*** EXCERPTED DATA
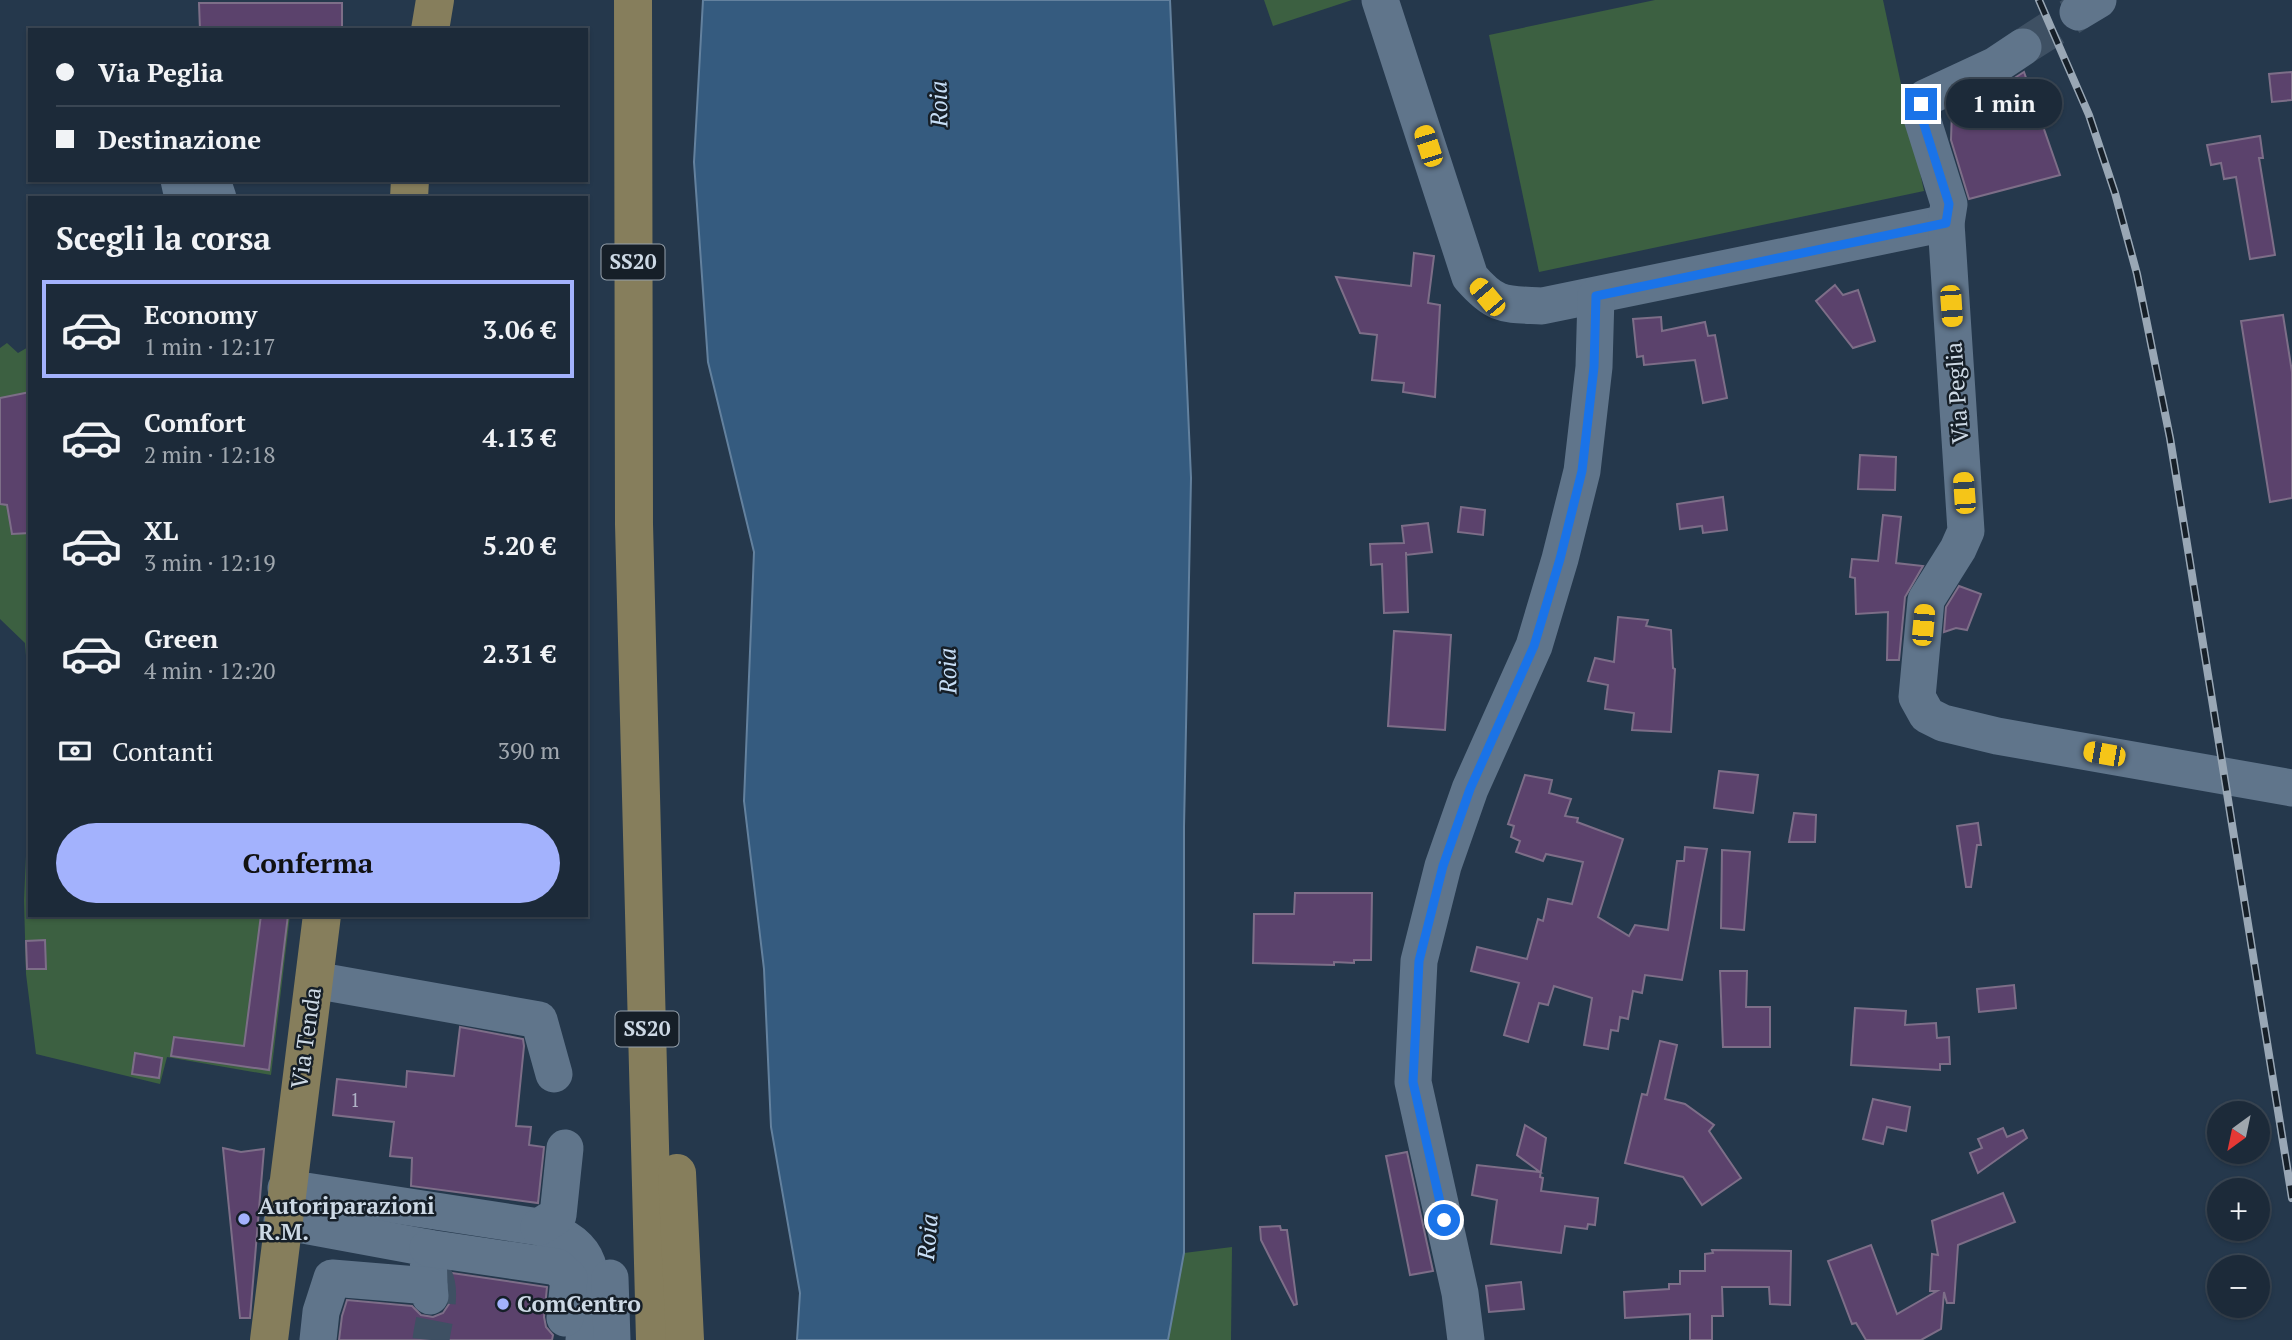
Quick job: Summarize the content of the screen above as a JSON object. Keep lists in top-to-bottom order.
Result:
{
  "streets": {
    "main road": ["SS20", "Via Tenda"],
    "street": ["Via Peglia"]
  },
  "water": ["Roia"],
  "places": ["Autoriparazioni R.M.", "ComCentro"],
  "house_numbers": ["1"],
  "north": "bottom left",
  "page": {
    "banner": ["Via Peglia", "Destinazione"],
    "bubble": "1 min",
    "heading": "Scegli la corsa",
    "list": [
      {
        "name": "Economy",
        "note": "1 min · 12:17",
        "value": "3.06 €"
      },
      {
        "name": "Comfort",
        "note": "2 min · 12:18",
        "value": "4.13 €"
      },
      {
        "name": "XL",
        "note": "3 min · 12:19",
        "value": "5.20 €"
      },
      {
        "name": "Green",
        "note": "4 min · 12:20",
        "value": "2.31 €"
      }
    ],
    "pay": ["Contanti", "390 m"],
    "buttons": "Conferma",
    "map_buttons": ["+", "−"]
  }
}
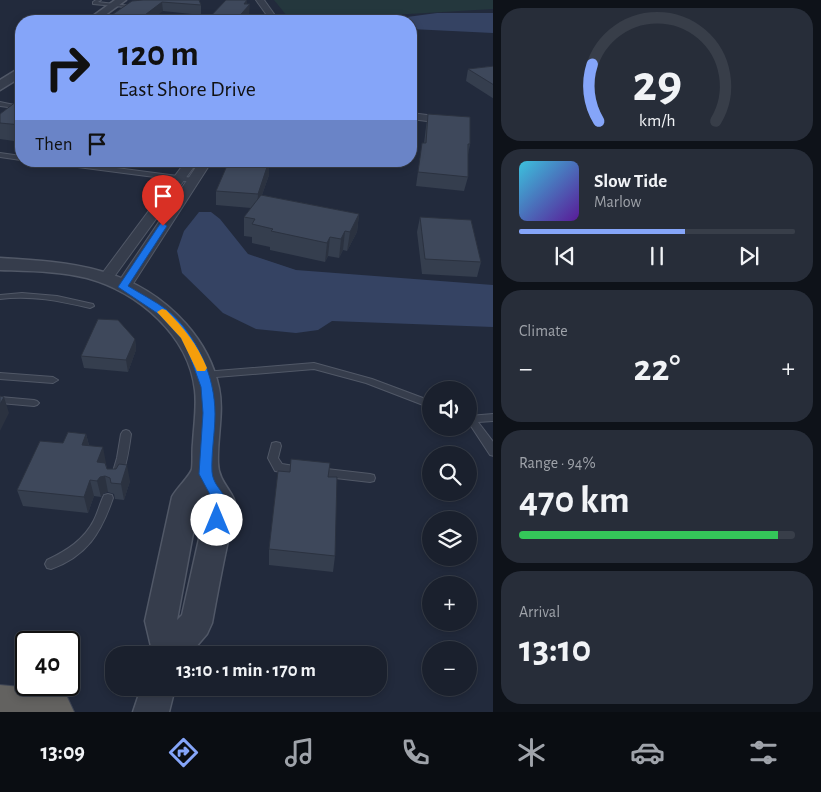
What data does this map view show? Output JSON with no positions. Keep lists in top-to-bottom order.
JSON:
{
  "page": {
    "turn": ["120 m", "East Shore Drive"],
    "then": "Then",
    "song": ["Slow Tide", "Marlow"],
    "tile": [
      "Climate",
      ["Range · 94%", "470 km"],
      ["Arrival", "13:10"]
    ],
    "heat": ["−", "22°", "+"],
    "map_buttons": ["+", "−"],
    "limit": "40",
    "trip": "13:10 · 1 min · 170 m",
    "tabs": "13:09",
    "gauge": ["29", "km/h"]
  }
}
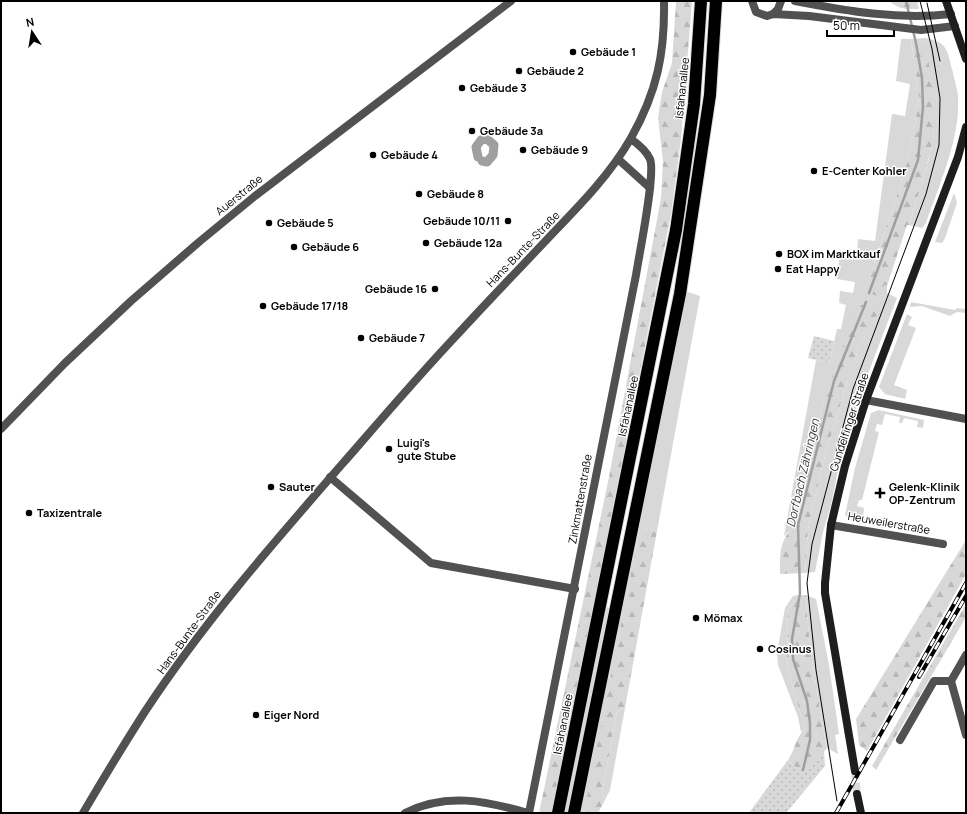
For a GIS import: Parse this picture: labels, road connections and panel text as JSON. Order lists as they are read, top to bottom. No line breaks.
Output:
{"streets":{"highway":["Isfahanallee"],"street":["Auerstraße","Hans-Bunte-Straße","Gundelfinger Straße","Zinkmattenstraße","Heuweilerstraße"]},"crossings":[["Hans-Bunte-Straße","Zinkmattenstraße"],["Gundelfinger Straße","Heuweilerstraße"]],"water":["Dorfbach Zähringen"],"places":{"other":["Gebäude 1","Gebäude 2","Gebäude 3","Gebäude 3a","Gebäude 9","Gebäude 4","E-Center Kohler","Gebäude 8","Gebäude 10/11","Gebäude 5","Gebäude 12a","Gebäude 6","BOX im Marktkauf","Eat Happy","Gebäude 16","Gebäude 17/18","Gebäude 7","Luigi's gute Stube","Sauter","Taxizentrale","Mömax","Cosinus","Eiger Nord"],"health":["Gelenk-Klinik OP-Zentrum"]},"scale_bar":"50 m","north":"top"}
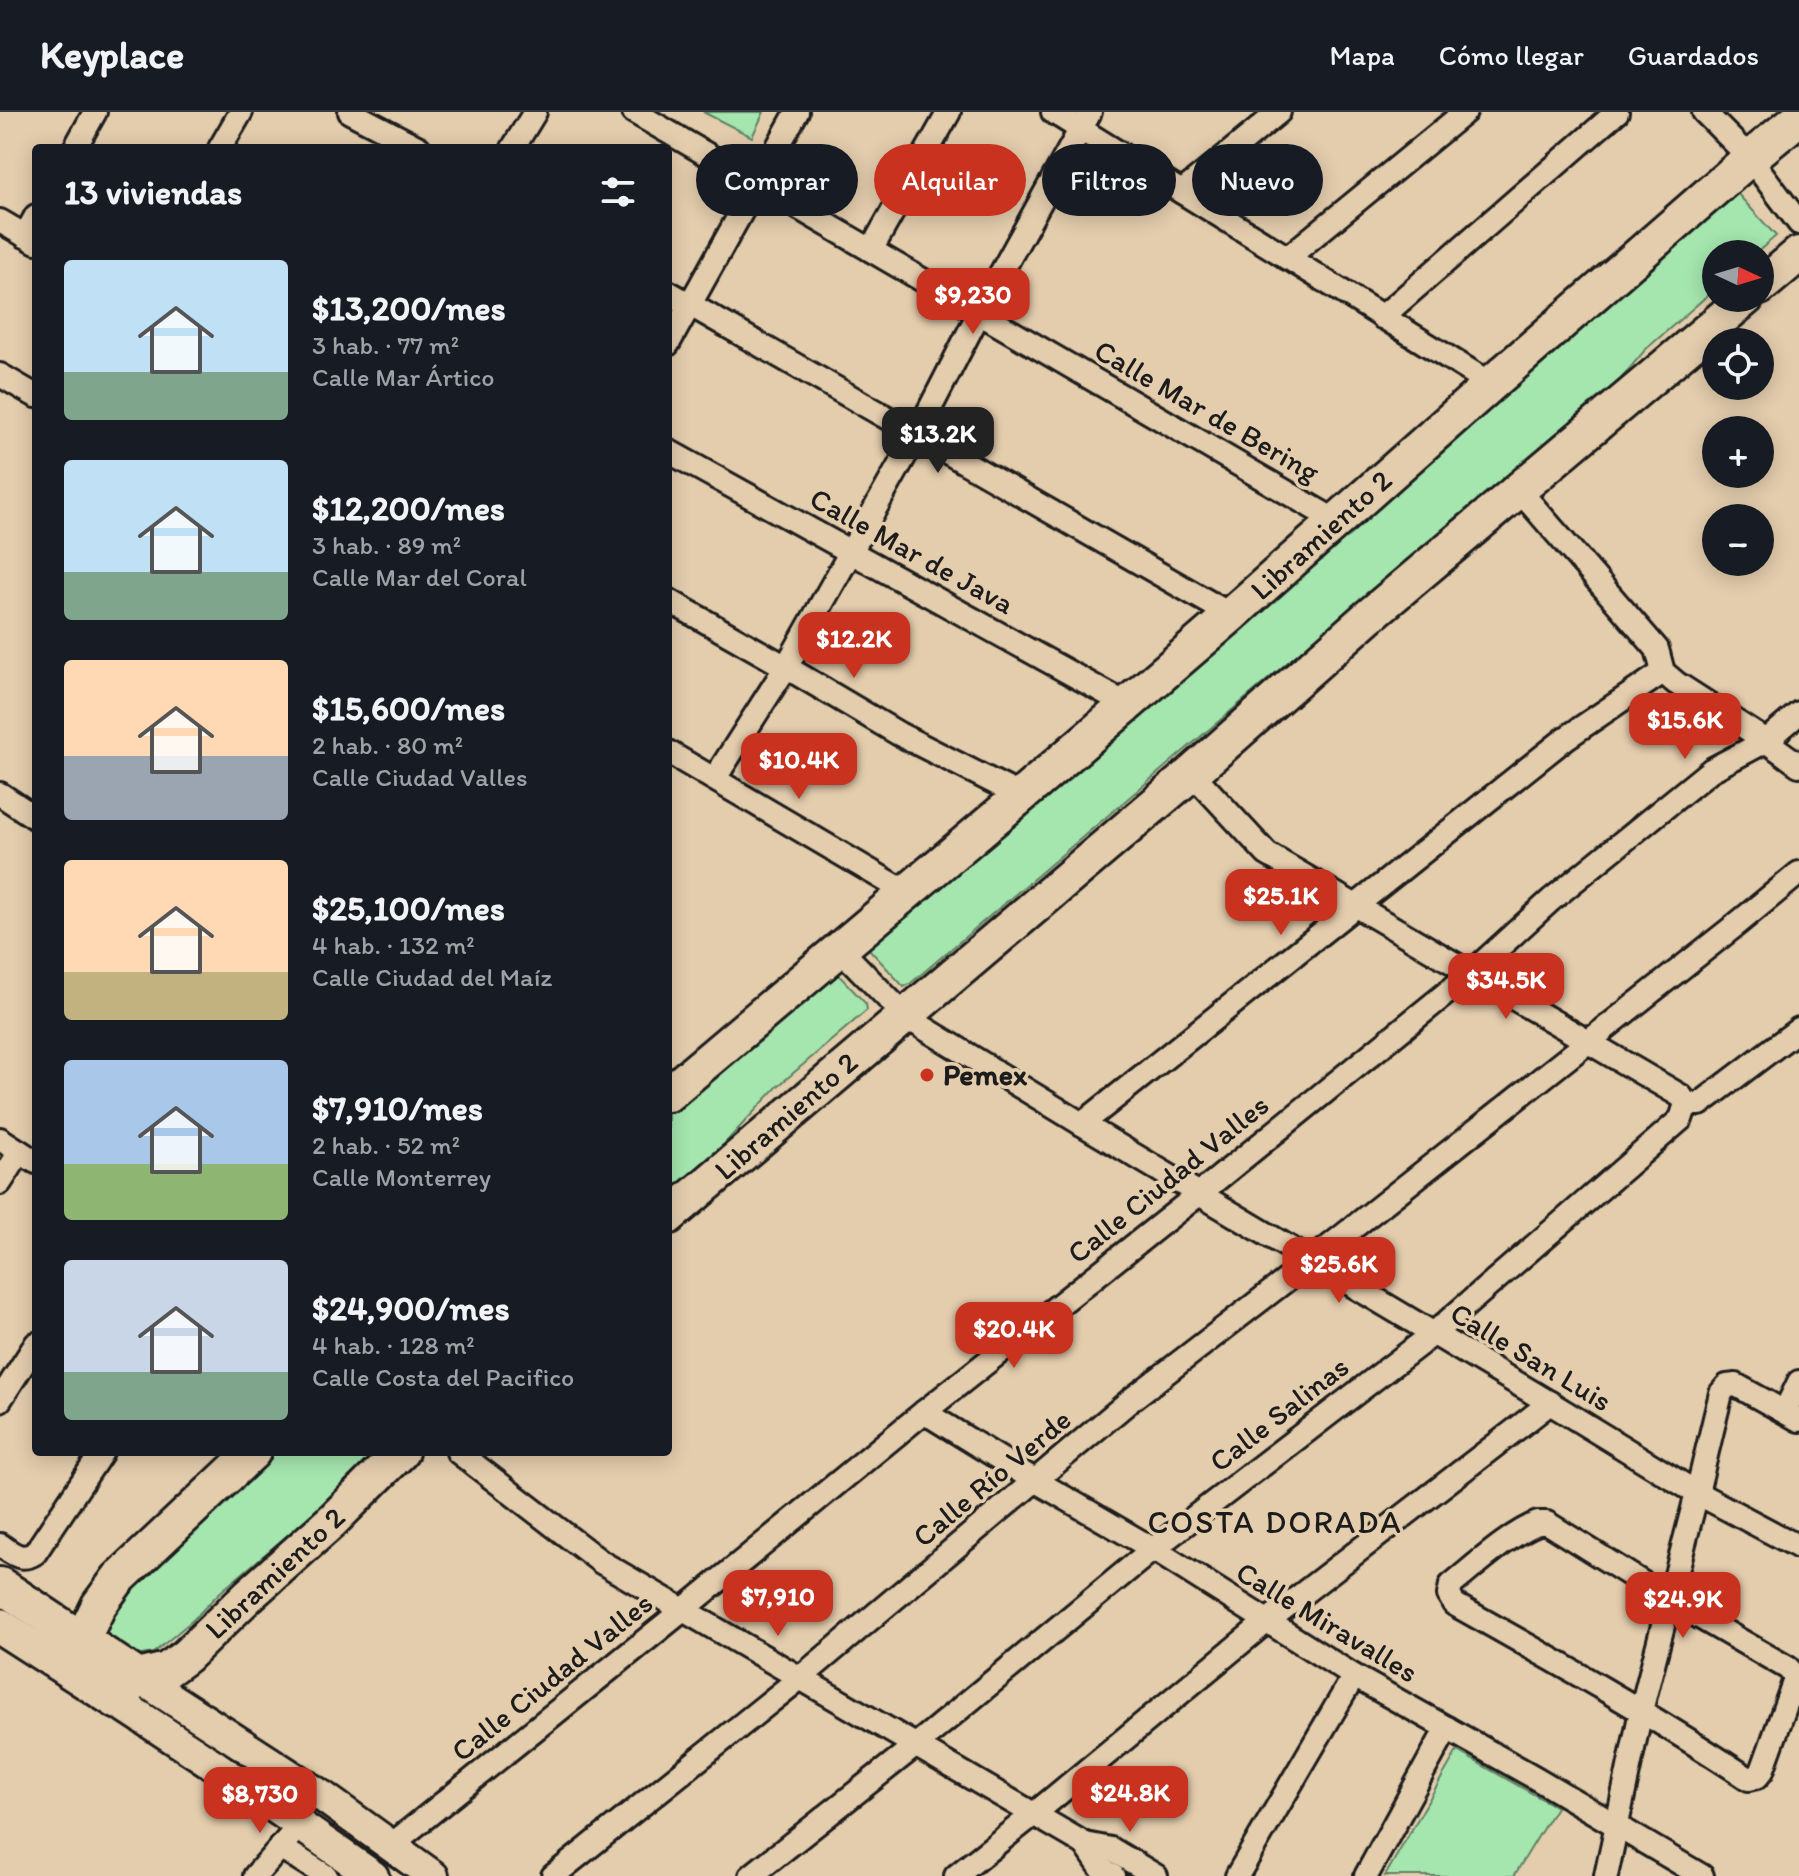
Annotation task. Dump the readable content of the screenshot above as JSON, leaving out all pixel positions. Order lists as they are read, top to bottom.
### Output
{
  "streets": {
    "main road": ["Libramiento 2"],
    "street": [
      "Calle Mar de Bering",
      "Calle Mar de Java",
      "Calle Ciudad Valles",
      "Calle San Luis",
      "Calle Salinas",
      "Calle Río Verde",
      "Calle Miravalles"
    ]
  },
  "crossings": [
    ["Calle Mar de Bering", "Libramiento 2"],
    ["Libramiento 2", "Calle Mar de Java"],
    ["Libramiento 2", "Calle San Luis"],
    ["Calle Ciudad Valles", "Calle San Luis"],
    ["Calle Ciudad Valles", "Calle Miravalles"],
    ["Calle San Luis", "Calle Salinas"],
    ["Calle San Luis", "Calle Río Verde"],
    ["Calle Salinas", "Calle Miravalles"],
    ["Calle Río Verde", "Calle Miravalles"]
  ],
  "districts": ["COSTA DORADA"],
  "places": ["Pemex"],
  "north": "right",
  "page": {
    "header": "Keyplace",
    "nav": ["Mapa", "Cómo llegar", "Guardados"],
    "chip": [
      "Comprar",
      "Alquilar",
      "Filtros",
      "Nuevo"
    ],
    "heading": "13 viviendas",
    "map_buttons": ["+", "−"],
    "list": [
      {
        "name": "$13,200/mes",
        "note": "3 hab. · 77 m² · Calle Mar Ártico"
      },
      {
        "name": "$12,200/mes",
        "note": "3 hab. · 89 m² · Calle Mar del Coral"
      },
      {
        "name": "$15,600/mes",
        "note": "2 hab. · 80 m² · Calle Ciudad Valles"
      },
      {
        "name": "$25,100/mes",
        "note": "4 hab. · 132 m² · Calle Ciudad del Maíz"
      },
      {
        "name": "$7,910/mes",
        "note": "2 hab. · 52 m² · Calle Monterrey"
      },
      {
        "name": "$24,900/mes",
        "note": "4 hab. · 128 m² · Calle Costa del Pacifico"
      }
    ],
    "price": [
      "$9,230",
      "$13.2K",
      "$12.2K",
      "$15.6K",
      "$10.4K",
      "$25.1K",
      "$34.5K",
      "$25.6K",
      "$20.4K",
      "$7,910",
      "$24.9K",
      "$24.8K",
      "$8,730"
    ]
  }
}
******
#### [BRIEF]
Where a line above holds the string "heading", show that line.

#### [RESULT OF THE EXERCISE]
    "heading": "Scegli la corsa",
    "heading": "13 viviendas",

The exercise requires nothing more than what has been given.